*EXERCISE DETAILS*
What is expected is a word-for-word copy of all the entries.

*RECORD EXTRACTS*
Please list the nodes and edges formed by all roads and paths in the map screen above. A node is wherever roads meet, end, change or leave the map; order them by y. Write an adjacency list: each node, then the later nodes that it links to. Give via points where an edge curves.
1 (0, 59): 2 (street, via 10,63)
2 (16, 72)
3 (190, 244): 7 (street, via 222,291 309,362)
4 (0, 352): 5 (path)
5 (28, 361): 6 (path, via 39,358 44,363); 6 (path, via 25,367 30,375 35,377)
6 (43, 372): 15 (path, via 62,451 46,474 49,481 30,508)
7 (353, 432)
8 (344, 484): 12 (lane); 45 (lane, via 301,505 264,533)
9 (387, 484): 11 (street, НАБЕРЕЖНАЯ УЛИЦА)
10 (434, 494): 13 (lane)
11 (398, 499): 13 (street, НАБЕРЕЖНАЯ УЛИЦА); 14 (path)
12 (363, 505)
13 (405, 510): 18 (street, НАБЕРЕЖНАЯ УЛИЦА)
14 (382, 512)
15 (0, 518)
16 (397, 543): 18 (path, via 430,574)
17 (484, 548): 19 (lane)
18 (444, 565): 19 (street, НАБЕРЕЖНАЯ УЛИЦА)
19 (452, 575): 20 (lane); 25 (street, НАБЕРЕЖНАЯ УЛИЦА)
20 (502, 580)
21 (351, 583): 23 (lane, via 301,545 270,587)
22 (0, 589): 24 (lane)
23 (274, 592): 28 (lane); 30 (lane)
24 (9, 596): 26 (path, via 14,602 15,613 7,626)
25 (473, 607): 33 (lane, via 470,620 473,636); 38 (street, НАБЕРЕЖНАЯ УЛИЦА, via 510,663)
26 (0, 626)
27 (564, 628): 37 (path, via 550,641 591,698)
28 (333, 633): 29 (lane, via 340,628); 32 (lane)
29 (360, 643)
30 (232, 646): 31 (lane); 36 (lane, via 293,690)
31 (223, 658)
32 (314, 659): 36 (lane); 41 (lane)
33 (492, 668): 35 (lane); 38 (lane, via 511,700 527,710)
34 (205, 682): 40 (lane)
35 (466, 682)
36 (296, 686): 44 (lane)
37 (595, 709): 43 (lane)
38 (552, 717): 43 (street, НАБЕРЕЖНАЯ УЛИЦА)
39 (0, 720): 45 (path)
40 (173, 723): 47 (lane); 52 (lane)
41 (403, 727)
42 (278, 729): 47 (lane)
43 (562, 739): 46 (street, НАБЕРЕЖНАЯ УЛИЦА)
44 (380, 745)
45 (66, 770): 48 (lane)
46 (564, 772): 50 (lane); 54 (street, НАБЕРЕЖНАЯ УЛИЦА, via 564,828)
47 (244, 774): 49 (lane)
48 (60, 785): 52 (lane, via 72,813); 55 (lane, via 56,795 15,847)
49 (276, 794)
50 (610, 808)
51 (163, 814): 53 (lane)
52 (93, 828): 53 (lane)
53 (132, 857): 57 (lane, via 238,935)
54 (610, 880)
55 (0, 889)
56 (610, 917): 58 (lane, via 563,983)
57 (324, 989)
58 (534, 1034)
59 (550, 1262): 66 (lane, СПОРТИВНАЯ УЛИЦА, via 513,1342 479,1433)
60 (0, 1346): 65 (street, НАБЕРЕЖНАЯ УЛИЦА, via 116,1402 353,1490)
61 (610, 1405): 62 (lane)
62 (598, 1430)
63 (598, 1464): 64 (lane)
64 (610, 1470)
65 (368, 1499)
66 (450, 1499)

*RESPONSE TO THIS EXERCISE*
Please list the nodes and edges formed by all roads and paths in the map screen above. A node is wherever roads meet, end, change or leave the map; order them by y. Write an adjacency list: each node, then the later nodes that it links to. Give via points where an edge curves.
1 (0, 59): 2 (street, via 10,63)
2 (16, 72)
3 (190, 244): 7 (street, via 222,291 309,362)
4 (0, 352): 5 (path)
5 (28, 361): 6 (path, via 39,358 44,363); 6 (path, via 25,367 30,375 35,377)
6 (43, 372): 15 (path, via 62,451 46,474 49,481 30,508)
7 (353, 432)
8 (344, 484): 12 (lane); 45 (lane, via 301,505 264,533)
9 (387, 484): 11 (street, НАБЕРЕЖНАЯ УЛИЦА)
10 (434, 494): 13 (lane)
11 (398, 499): 13 (street, НАБЕРЕЖНАЯ УЛИЦА); 14 (path)
12 (363, 505)
13 (405, 510): 18 (street, НАБЕРЕЖНАЯ УЛИЦА)
14 (382, 512)
15 (0, 518)
16 (397, 543): 18 (path, via 430,574)
17 (484, 548): 19 (lane)
18 (444, 565): 19 (street, НАБЕРЕЖНАЯ УЛИЦА)
19 (452, 575): 20 (lane); 25 (street, НАБЕРЕЖНАЯ УЛИЦА)
20 (502, 580)
21 (351, 583): 23 (lane, via 301,545 270,587)
22 (0, 589): 24 (lane)
23 (274, 592): 28 (lane); 30 (lane)
24 (9, 596): 26 (path, via 14,602 15,613 7,626)
25 (473, 607): 33 (lane, via 470,620 473,636); 38 (street, НАБЕРЕЖНАЯ УЛИЦА, via 510,663)
26 (0, 626)
27 (564, 628): 37 (path, via 550,641 591,698)
28 (333, 633): 29 (lane, via 340,628); 32 (lane)
29 (360, 643)
30 (232, 646): 31 (lane); 36 (lane, via 293,690)
31 (223, 658)
32 (314, 659): 36 (lane); 41 (lane)
33 (492, 668): 35 (lane); 38 (lane, via 511,700 527,710)
34 (205, 682): 40 (lane)
35 (466, 682)
36 (296, 686): 44 (lane)
37 (595, 709): 43 (lane)
38 (552, 717): 43 (street, НАБЕРЕЖНАЯ УЛИЦА)
39 (0, 720): 45 (path)
40 (173, 723): 47 (lane); 52 (lane)
41 (403, 727)
42 (278, 729): 47 (lane)
43 (562, 739): 46 (street, НАБЕРЕЖНАЯ УЛИЦА)
44 (380, 745)
45 (66, 770): 48 (lane)
46 (564, 772): 50 (lane); 54 (street, НАБЕРЕЖНАЯ УЛИЦА, via 564,828)
47 (244, 774): 49 (lane)
48 (60, 785): 52 (lane, via 72,813); 55 (lane, via 56,795 15,847)
49 (276, 794)
50 (610, 808)
51 (163, 814): 53 (lane)
52 (93, 828): 53 (lane)
53 (132, 857): 57 (lane, via 238,935)
54 (610, 880)
55 (0, 889)
56 (610, 917): 58 (lane, via 563,983)
57 (324, 989)
58 (534, 1034)
59 (550, 1262): 66 (lane, СПОРТИВНАЯ УЛИЦА, via 513,1342 479,1433)
60 (0, 1346): 65 (street, НАБЕРЕЖНАЯ УЛИЦА, via 116,1402 353,1490)
61 (610, 1405): 62 (lane)
62 (598, 1430)
63 (598, 1464): 64 (lane)
64 (610, 1470)
65 (368, 1499)
66 (450, 1499)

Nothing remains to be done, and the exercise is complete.